Investors "don't want to miss the three- to five-fold return," says Fitzgerald. "It's 20 years of learned behavior." That behavior won't work, not for the next several years at least. "Unfortunately," he says, "most investors haven't adjusted their thinking."
Stocks of many chip makers and semiconductor-equipment manufacturers are indeed at or near bottom he believes. But, he concludes, so what?
Look at demand: For 15 years or more, the personal computer was the chip industry's prime driver. The PC boom started in the mid-1980s and reached its peak a couple years ago; now it's flatlining, and a return to previous growth rates is unlikely, bordering on impossible. The next biggest market is communications; growth there might return, but with overcapacity so gross, it will be a long time coming. Add PCs and their peripherals to communications chips, Fitzgerald says, and you get 70% of semiconductor revenue. "I don't see demand rising for most of the sector," he says. He projects industry growth at 5% to 10%, several years out.

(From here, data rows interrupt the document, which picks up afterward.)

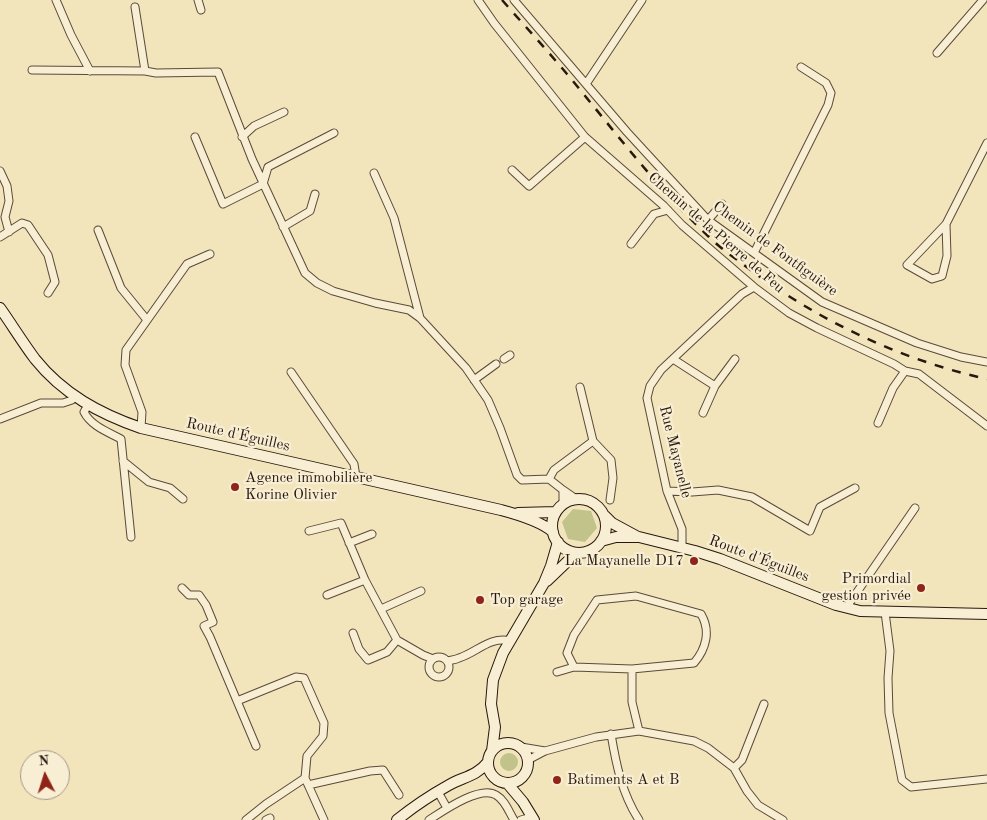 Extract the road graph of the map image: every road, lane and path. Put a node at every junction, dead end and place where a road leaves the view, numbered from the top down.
1 (56, 0) edge
2 (198, 0) edge
3 (478, 0) edge
4 (514, 0) edge
5 (642, 0) edge
6 (982, 0) edge
7 (135, 7) dead end
8 (201, 10) dead end
9 (936, 53) dead end
10 (801, 67) dead end
11 (32, 70) dead end
12 (90, 71) junction
13 (145, 71) junction
14 (586, 84) junction
15 (284, 112) dead end
16 (334, 133) dead end
17 (242, 137) junction
18 (585, 137) junction
19 (195, 138) dead end
20 (987, 143) edge
21 (512, 170) dead end
22 (0, 171) edge
23 (374, 173) dead end
24 (263, 184) junction
25 (315, 194) dead end
26 (722, 204) dead end
27 (668, 210) junction
28 (708, 220) junction
29 (946, 224) junction
30 (283, 226) junction
31 (98, 230) dead end
32 (9, 232) junction
33 (0, 237) edge
34 (631, 244) dead end
35 (754, 253) junction
36 (210, 254) dead end
37 (754, 287) junction
38 (48, 293) dead end
39 (0, 308) edge
40 (420, 318) junction
41 (147, 320) junction
42 (673, 359) junction
43 (735, 359) dead end
44 (987, 362) edge
45 (496, 364) dead end
46 (905, 371) junction
47 (292, 372) dead end
48 (474, 380) junction
49 (715, 386) junction
50 (580, 387) dead end
51 (74, 396) junction
52 (88, 405) junction
53 (703, 413) dead end
54 (0, 419) edge
55 (878, 422) dead end
56 (987, 426) edge
57 (141, 428) junction
58 (593, 442) junction
59 (123, 461) junction
60 (356, 477) junction
61 (549, 479) junction
62 (856, 488) dead end
63 (563, 490) junction
64 (667, 491) junction
65 (183, 499) dead end
66 (576, 499) junction
67 (610, 500) dead end
68 (560, 508) junction
69 (915, 508) dead end
70 (515, 513) junction
71 (604, 516) junction
72 (309, 531) dead end
73 (553, 532) junction
74 (372, 534) dead end
75 (131, 537) dead end
76 (639, 537) junction
77 (601, 541) junction
78 (558, 542) junction
79 (349, 543) junction
80 (682, 547) junction
81 (578, 553) junction
82 (365, 580) junction
83 (544, 583) junction
84 (182, 588) dead end
85 (421, 591) dead end
86 (326, 595) dead end
87 (846, 608) junction
88 (380, 609) junction
89 (885, 612) junction
90 (987, 614) edge
91 (353, 633) dead end
92 (397, 640) junction
93 (510, 642) junction
94 (423, 655) junction
95 (459, 658) junction
96 (432, 659) junction
97 (447, 661) junction
98 (574, 667) junction
99 (429, 669) junction
100 (632, 669) junction
101 (449, 671) junction
102 (557, 672) dead end
103 (237, 701) junction
104 (764, 704) dead end
105 (495, 727) junction
106 (639, 731) junction
107 (611, 734) junction
108 (506, 742) junction
109 (256, 746) dead end
110 (521, 747) junction
111 (492, 751) junction
112 (545, 751) junction
113 (528, 760) junction
114 (488, 762) junction
115 (734, 768) junction
116 (475, 774) junction
117 (524, 776) junction
118 (496, 779) junction
119 (987, 779) edge
120 (307, 781) junction
121 (507, 783) junction
122 (438, 792) junction
123 (400, 795) dead end
124 (523, 802) junction
125 (447, 808) junction
126 (533, 818) edge
127 (246, 820) edge
128 (324, 820) edge
129 (397, 820) edge
130 (429, 820) edge
131 (514, 820) edge
132 (521, 820) edge
133 (639, 820) edge
134 (783, 820) edge

1 - 12 street
2 - 8 street
3 - 18 street, Chemin de la Pierre de Feu
4 - 14 street, Chemin de Fontfiguière
5 - 14 street
6 - 9 street
7 - 13 street
10 - 35 street
11 - 12 street
12 - 13 street
13 - 17 street
14 - 28 street, Chemin de Fontfiguière
15 - 17 street
16 - 24 street
17 - 24 street
18 - 21 street
18 - 27 street, Chemin de la Pierre de Feu
19 - 24 street
20 - 29 street
22 - 32 street
23 - 40 street
24 - 30 street
25 - 30 street
26 - 28 street
27 - 34 street
27 - 37 street, Chemin de la Pierre de Feu
28 - 35 street, Chemin de Fontfiguière
29 - 29 street
30 - 40 street
31 - 41 street
32 - 33 street
32 - 38 street
35 - 44 street, Chemin de Fontfiguière
36 - 41 street
37 - 42 street, Rue Mayanelle
37 - 46 street, Chemin de la Pierre de Feu
39 - 51 street, Route d'Éguilles
40 - 48 street
41 - 57 street
42 - 49 street
42 - 64 street, Rue Mayanelle
43 - 49 street
45 - 48 street
46 - 55 street
46 - 56 street, Chemin de la Pierre de Feu
47 - 60 street
48 - 61 street
49 - 53 street
50 - 58 street
51 - 52 street, Route d'Éguilles
51 - 54 street
52 - 57 street, Route d'Éguilles
52 - 59 street
57 - 60 street, Route d'Éguilles
58 - 61 street
58 - 67 street
59 - 65 street
59 - 75 street
60 - 70 street, Route d'Éguilles
61 - 63 street
62 - 64 street
63 - 66 street
63 - 68 street
64 - 80 street, Rue Mayanelle
66 - 68 street
66 - 71 street
68 - 70 street, Route d'Éguilles
68 - 73 street
69 - 87 street
70 - 73 street, Route d'Éguilles
71 - 76 street, Route d'Éguilles
71 - 77 street
72 - 79 street
73 - 78 street
74 - 79 street
76 - 77 street, Route d'Éguilles
76 - 80 street, Route d'Éguilles
77 - 81 street
78 - 81 street
78 - 83 street
79 - 82 street
80 - 87 street, Route d'Éguilles
81 - 83 street
82 - 86 street
82 - 88 street
83 - 93 street
84 - 103 street
85 - 88 street
87 - 89 street, Route d'Éguilles
88 - 92 street
89 - 90 street, Route d'Éguilles
89 - 119 street
91 - 92 street
92 - 94 street
93 - 95 street
93 - 105 street
94 - 96 street
94 - 99 street
95 - 97 street
95 - 101 street
96 - 97 street
96 - 99 street
97 - 101 street
98 - 100 street
98 - 100 street
98 - 102 street
99 - 101 street
100 - 106 street
103 - 109 street
103 - 120 street
104 - 115 street
105 - 108 street
105 - 111 street
106 - 107 street
106 - 115 street
107 - 112 street
107 - 133 street
108 - 110 street
108 - 111 street
110 - 112 street
110 - 113 street
111 - 114 street
112 - 113 street
113 - 117 street
114 - 116 street
114 - 118 street
115 - 134 street
116 - 118 street
116 - 122 street
117 - 121 street
117 - 124 street
118 - 121 street
120 - 123 street
120 - 127 street
120 - 128 street
121 - 124 street
122 - 125 street
122 - 129 street
124 - 126 street
125 - 130 street
125 - 131 street
126 - 132 street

Drew Peck, a veteran chip analyst now with the Capital Ventures investment firm, is as pessimistic as Fitzgerald. Maybe more so. "Perhaps there are a few bargains here," he says. "But there's still plenty of room for future deterioration in fundamentals. The real danger is people stepping in with the assumption that things can't get worse."
The dim future for PC growth is bad news for Intel (NASDAQ:INTC - News); it's no surprise that Intel stock now trades at a five-year low. But anyone who thinks Intel is a bargain better think twice, Peck says. "The problem with Intel is that the company is in the midst of a dramatic change of fortune. The margins are going to look very different." The company draws heavy press for its move into analog and mixed-signal chips, the most promising market for chip makers. But competition will be fierce. "The Intel monopoly is over," according to Peck. "A lot of investors haven't picked up on that yet."
Analog chips and mixed-signal chips (analog-digital) are widely considered a semiconductor investor's best bet. It's taking far slower than originally advertised, but higher-bandwidth media delivered through computer networks is beginning to take off for consumers. Because images and sound are analog by nature, chips are needed to convert them to digital, and back to analog again. They're essential for everything from multimedia cell phones to DVDs to HDTV to TiVo (NASDAQ:TIVO - News).
Consumer devices don't seem so hot right now. Earlier in the week, Prudential Securities lowered earnings estimates for many chip stocks, partly based on poor projections for device sales this Christmas. Because of the bad economy, Peck says, the chip market is in the "happily rare" state where all chip stocks suffer at once. The analog niche will emerge as the best performer once recovery comes, he says. "Those stocks really may have hit bottom."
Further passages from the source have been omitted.